I hope you don't mind a little correction, Maroseika. 



Maroseika said:


> Crescent, I had no idea what did mean toy-boy _meant_ until today, but basing _judging from_ your a/m description, he is an альфонс and nothing more, or better _even_ some special sort of such, being younger than his she-lover (is it possible to say so?). --  It is possible, I think, but it is a bit of.. _Руссицизм_    You'd be better of saying: _*his female lover*. _
> As for the joking, there is no problem _with that_ and why can't one call альфонс somebody in the same situation, also just as _a _joke?
> The only and most important criteri*a* - why he is with her - for real love like Antony and Cleopatra, or for profit, like a typical heroe of Marchello Mastroyani.

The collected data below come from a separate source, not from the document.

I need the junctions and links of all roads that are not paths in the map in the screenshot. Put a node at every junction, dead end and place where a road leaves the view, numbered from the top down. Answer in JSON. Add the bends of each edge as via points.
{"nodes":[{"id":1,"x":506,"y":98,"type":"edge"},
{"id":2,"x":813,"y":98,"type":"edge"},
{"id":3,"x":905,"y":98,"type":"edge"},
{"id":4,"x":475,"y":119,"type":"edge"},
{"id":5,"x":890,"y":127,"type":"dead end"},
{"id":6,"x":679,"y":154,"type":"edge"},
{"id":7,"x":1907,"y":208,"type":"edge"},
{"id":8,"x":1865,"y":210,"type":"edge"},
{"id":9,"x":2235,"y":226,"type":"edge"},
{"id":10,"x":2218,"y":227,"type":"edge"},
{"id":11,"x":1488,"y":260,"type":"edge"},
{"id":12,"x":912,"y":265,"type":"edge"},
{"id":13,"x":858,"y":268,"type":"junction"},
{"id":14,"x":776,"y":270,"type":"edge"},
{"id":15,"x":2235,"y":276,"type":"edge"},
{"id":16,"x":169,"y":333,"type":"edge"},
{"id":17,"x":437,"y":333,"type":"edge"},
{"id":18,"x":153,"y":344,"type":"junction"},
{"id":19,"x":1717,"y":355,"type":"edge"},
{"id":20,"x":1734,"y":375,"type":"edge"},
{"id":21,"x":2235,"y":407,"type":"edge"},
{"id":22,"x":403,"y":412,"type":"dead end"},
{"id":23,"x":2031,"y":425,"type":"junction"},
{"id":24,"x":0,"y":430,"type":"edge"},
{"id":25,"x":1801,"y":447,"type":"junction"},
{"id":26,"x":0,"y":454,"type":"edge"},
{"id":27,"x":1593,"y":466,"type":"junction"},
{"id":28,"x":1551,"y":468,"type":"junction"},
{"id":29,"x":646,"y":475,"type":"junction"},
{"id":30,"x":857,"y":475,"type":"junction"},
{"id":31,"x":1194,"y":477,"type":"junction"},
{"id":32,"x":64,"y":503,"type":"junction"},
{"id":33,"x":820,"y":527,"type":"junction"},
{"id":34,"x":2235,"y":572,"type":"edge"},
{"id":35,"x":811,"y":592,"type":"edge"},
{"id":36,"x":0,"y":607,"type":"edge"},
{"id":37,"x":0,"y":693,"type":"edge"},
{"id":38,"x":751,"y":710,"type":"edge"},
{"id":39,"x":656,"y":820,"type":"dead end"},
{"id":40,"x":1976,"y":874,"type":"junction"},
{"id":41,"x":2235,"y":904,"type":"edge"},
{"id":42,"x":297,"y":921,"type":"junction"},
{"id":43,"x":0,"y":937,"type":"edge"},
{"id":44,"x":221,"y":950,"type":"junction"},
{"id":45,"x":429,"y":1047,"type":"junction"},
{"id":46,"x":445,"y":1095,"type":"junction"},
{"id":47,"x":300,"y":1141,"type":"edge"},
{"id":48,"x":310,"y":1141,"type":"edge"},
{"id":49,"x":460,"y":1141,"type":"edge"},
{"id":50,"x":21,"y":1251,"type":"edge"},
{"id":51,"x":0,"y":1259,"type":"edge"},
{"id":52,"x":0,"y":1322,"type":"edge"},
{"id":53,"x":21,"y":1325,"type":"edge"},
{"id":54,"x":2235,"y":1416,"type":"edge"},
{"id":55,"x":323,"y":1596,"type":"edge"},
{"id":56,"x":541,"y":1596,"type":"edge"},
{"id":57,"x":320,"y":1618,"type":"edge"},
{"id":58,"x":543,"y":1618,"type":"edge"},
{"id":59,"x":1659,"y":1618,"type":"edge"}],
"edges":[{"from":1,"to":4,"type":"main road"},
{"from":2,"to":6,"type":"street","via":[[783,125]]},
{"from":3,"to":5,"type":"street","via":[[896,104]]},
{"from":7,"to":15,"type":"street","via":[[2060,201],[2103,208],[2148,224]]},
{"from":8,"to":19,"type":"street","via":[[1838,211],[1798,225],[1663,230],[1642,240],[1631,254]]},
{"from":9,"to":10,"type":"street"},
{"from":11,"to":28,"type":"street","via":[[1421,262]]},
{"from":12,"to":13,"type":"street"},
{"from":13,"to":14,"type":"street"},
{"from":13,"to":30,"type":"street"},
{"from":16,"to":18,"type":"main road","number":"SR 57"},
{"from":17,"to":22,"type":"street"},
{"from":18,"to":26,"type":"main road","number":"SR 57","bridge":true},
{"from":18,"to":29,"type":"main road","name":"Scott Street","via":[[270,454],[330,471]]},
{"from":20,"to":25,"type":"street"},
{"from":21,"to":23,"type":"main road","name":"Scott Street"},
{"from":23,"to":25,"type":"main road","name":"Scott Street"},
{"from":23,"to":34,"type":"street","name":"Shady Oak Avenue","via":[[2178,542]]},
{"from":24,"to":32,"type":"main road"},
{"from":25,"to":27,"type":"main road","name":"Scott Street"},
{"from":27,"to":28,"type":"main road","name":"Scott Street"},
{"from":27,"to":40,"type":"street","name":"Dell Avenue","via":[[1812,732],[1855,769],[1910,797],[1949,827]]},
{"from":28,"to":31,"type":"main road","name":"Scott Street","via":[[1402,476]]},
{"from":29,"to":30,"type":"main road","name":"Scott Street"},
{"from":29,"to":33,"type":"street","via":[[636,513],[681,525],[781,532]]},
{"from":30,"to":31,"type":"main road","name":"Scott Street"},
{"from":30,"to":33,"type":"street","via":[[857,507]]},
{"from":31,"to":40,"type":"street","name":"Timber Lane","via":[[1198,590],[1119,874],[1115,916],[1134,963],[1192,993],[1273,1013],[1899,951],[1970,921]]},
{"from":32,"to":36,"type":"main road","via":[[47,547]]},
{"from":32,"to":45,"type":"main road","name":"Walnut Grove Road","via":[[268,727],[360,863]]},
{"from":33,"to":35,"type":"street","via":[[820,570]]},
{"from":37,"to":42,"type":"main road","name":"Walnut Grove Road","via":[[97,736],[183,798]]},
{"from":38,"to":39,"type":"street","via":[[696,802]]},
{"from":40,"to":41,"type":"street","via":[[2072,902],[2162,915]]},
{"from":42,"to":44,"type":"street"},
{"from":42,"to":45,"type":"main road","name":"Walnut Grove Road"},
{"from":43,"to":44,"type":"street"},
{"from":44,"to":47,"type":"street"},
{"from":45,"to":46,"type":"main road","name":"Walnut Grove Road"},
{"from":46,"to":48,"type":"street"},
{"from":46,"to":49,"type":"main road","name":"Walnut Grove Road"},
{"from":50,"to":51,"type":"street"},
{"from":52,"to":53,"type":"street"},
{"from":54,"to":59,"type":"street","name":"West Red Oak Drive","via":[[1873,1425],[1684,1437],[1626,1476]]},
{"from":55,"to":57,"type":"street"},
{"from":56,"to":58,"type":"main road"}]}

I think it is because _alfons_ in English means something totally different (provided it exists at all, which, according to my dictionary, I don't think does.. ) and if you think about it - even the Russian meaning is a little bit _insulting_..no? If you called your friend an _альфонс _they might not always get the joke and hold a grudge against you for some time. 
Do you see what I mean?


----------



## Crescent

Brian P said:


> чичко = litttle uncle
> 
> паричко = monetary
> 
> Итак по-русски было бы 'денежный дядя'?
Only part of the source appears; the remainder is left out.